I've discovered the data option is only for the default value, which is overwritten by what the user enters. I tried the following code:
$form->get('captcha')->setData(null);
.. After the request is bound with the form, but an AlreadyBoundException is thrown. I have actually managed to get it working with:
if (isset($formView->children['captcha'])) {
$formView->children['captcha']->vars['value'] = null;
}
But that just looks wrong, and definitely not up to Symfony standards. I've looked through the other options you can provide when building the form, but I can't see anything of note.

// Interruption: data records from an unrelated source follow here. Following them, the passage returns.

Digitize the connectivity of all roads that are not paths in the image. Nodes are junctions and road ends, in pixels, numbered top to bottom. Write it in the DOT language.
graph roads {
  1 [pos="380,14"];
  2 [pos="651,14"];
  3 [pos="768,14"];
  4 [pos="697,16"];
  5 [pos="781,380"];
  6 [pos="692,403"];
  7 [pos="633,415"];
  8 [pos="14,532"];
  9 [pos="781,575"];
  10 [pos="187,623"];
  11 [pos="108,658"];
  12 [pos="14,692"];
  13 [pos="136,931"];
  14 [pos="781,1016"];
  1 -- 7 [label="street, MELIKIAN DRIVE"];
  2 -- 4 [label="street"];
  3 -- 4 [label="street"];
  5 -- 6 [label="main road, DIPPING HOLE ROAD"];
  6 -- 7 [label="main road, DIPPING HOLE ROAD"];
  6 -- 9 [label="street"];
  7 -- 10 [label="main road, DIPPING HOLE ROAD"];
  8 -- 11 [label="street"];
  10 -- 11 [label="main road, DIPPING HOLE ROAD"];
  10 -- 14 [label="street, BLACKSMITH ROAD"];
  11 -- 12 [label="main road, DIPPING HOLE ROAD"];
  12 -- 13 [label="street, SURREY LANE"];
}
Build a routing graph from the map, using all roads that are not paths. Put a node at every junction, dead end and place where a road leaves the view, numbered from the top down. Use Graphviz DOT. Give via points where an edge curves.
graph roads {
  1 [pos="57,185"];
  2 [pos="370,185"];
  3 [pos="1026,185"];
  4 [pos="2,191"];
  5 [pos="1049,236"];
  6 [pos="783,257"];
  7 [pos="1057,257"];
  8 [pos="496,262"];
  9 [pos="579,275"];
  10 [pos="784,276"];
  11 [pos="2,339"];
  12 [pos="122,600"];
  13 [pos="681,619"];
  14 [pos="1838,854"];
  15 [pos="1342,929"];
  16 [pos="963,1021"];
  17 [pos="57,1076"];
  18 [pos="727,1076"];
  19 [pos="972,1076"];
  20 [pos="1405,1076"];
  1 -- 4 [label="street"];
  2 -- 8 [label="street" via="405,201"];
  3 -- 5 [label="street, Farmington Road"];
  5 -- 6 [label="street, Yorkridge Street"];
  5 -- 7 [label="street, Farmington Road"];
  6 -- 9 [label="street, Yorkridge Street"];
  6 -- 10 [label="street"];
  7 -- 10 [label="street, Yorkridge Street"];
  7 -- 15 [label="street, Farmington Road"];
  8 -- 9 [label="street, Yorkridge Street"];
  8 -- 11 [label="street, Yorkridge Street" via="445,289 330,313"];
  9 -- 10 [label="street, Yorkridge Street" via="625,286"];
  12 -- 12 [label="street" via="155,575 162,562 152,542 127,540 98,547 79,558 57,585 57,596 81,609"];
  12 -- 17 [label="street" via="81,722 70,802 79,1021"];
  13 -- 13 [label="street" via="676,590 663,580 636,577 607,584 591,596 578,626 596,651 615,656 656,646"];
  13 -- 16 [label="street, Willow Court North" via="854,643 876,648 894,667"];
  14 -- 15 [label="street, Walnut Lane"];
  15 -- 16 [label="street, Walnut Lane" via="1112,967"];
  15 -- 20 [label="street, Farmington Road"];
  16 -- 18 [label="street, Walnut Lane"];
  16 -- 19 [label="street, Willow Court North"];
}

Does anyone have any idea?
By the way, I half expect Symfony2 comes packaged with a CAPTCHA solution, this is mainly a learning exercise while I get used to the framework.
I think you want to handle this form field like Symfony handles a password field: it won't get populated. Let's take a look at the PasswordType:
namespace Symfony\Component\Form\Extension\Core\Type;
class PasswordType extends AbstractType
{
public function buildView(FormView $view, FormInterface $form, array $options)
{
if ($options['always_empty'] || !$form->isSubmitted()) {
$view->vars['value'] = '';
}
}
public function configureOptions(OptionsResolver $resolver)
{
$resolver->setDefaults(array(
'always_empty' => true,
'trim' => false,
));
}
//...
}
So, it's pretty simple: just add $view->vars['value'] = '' in the buildView method of your FormType (i.e. CaptchaType). That means the data of the field is not being cleared, but it won't be passed to the Twig template. Different approach, but the result is the same: the password field stays empty after validation failed.
If you are really lazy, you can use the PasswordType, but since the input of that field will be masked (*****), will that make an annoying captcha field even worse.
Your Form Type maybe look like this:
class CaptchaType extends AbstractType
{
/**
* {#inheritdoc}
*/
public function buildView(FormView $view, FormInterface $form, array $options)
{
$view->vars['value'] = '';
}
/**
* {#inheritdoc}
*/
public function getParent()
{
return __NAMESPACE__.'\TextType';
}
/**
* {#inheritdoc}
*/
public function getName()
{
return $this->getBlockPrefix();
}
/**
* {#inheritdoc}
*/
public function getBlockPrefix()
{
return 'captcha';
}
}
Edit:
Just found that CaptchaBundle took the same approach.
There is a funny way to modify the Request before handling it. However I'd look into Stephan's answer as it seems more clean.
Something like so:
public function indexAction(Request $request)
{
$form = $this->createForm(Form::class);
$subData=$request->request->get('form');
$subData['task']=null;
$request->request->set('form',$subData);
$form->handleRequest($request);
if ($form->isValid()) {
//do stuff
}
return $this->render('default/index.html.twig', array(
'form' => $form->createView()
));
}
Get submitted data with the name 'form' as an array of values, change the said value to null, then set the request's value with the new one and have the form handle it.
And a simple form
class Form extends AbstractType
{
public function buildForm(FormBuilderInterface $builder, array $options)
{
$builder
->add('task')
->add('save', SubmitType::class);
}
}
No matter what you type, the data will always be null after submitting the form. Of course, you need to verify the captcha before setting the value to null.
You can pass an incomplete entity to the action called when your control finds form invalid.
public function updateAction(Request $request, $id)
{
$entity = $this->EM()->getRepository('Bundle:Entity')->find($id);
if (!$entity) {
throw $this->createNotFoundException('Unable to find Entity entity.');
}
$form = $this->createForm(new RecommendationType()
,$entity
,array(
'attr' => array(
,'entity' => $entity
)
)
);
$form->bind($request);
if ($form->isValid()) {
$this->EM()->persist($entity);
$this->EM()->flush();
return $this->redirect($this->generateUrl('entity_show'
,array('id' => $id)));
} else {
$entity->setCapthca(Null);
}
return $this->render('Bundle:Entity:edit.html.twig'
,array(
'entity' => $entity
,'form' => $form->createView()
)
);
}
The create action would have similar modification.